▶ About this exercise
What is needed is the number of lines below that contain the string "dead", with no other text.

▶ Information provided
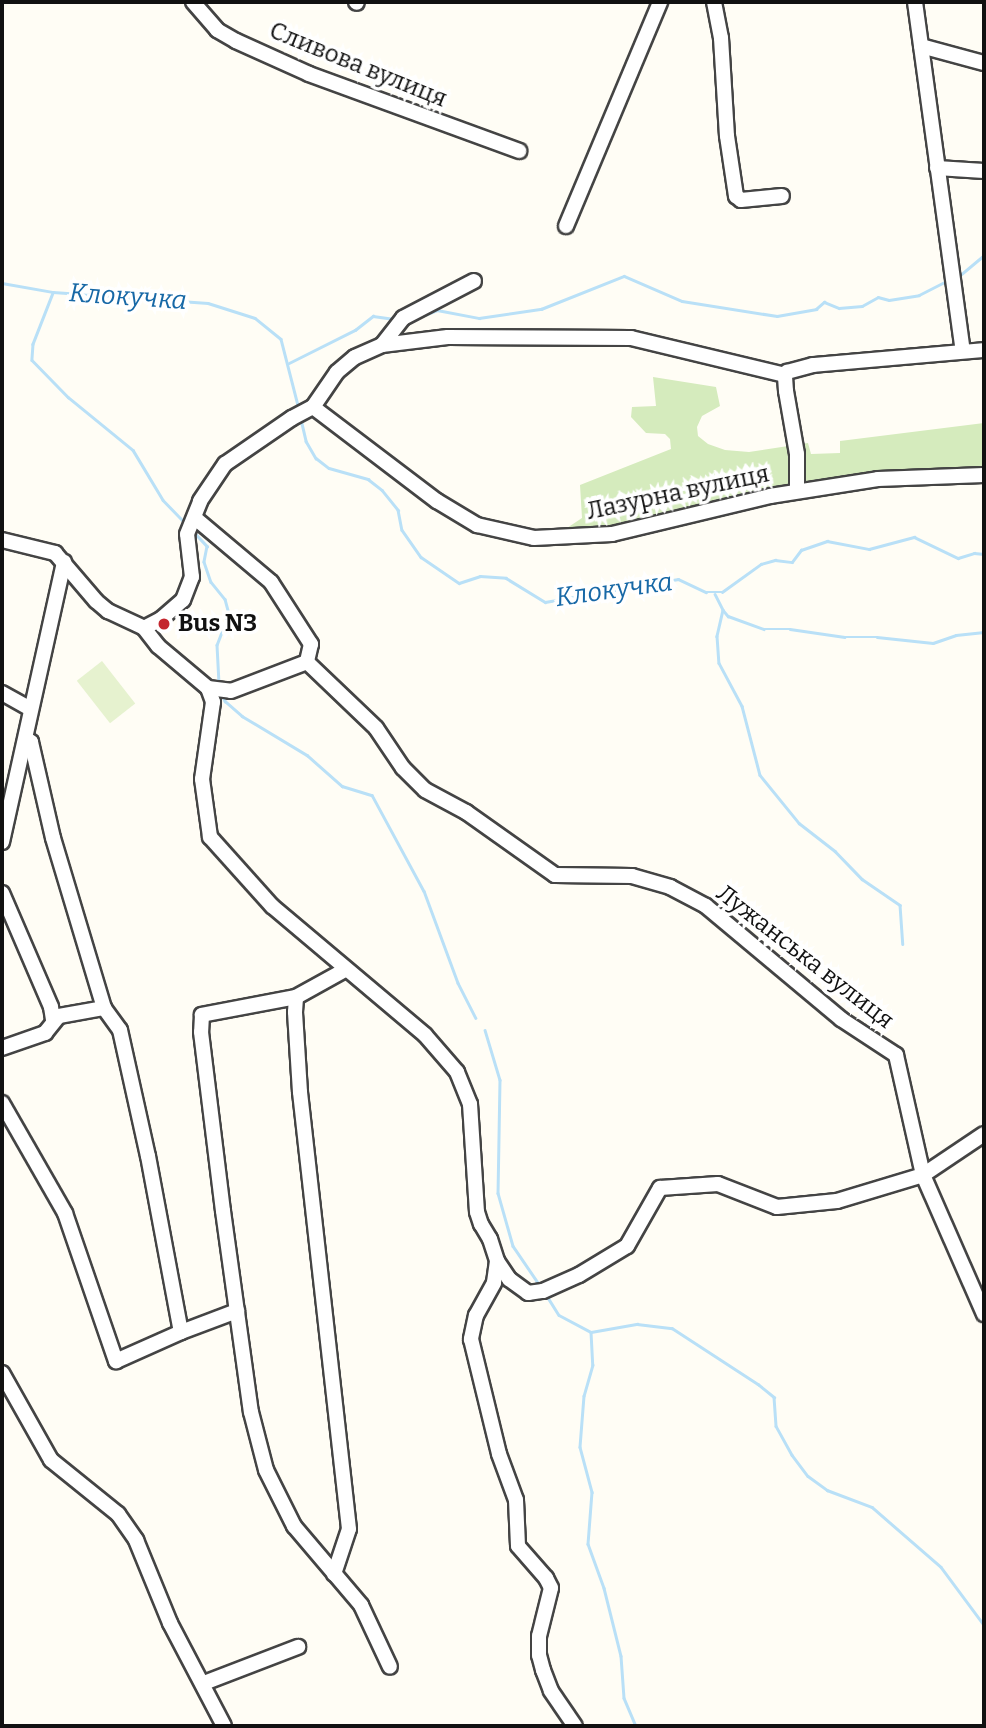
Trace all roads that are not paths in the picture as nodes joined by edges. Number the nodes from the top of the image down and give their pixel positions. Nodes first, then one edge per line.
1 (193, 2) edge
2 (660, 2) edge
3 (714, 2) edge
4 (915, 2) edge
5 (921, 46) junction
6 (984, 63) edge
7 (519, 151) dead end
8 (937, 168) junction
9 (984, 171) edge
10 (782, 196) dead end
11 (566, 226) dead end
12 (474, 281) dead end
13 (382, 345) junction
14 (984, 349) edge
15 (963, 351) junction
16 (785, 375) junction
17 (303, 412) junction
18 (984, 475) edge
19 (797, 491) junction
20 (191, 525) junction
21 (2, 540) edge
22 (64, 562) junction
23 (144, 628) junction
24 (307, 662) junction
25 (219, 690) junction
26 (2, 693) edge
27 (29, 708) junction
28 (26, 739) junction
29 (6, 805) edge
30 (2, 842) edge
31 (2, 893) edge
32 (345, 970) junction
33 (296, 997) junction
34 (104, 1008) junction
35 (53, 1020) junction
36 (2, 1048) edge
37 (2, 1103) edge
38 (984, 1134) edge
39 (923, 1175) junction
40 (496, 1261) junction
41 (237, 1311) junction
42 (984, 1314) edge
43 (180, 1332) junction
44 (2, 1373) edge
45 (334, 1574) junction
46 (298, 1647) dead end
47 (390, 1667) dead end
48 (204, 1683) junction
49 (224, 1726) edge
50 (575, 1726) edge

1 - 7 street, Сливова вулиця
2 - 11 street
3 - 10 street
4 - 5 street
5 - 6 street
5 - 8 street
8 - 9 street
8 - 15 street
12 - 13 street
13 - 16 street
13 - 17 street
14 - 15 street
15 - 16 street
16 - 19 street, Лазурна вулиця
17 - 19 street, Лазурна вулиця
17 - 20 street
18 - 19 street, Лазурна вулиця
20 - 23 street
20 - 24 street
21 - 22 street
22 - 23 street
22 - 27 street
23 - 25 street
24 - 25 street
24 - 39 street, Лужанська вулиця
25 - 32 street
26 - 27 street
27 - 28 street
28 - 29 street
28 - 34 street
29 - 30 street
31 - 35 street
32 - 33 street
32 - 40 street
33 - 41 street
33 - 45 street
34 - 35 street
34 - 43 street
35 - 36 street
37 - 43 street
38 - 39 street
39 - 40 street
39 - 42 street, Лужанська вулиця
40 - 50 street
41 - 43 street
41 - 45 street
44 - 48 street
45 - 47 street
46 - 48 street
48 - 49 street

▶ Answer below
6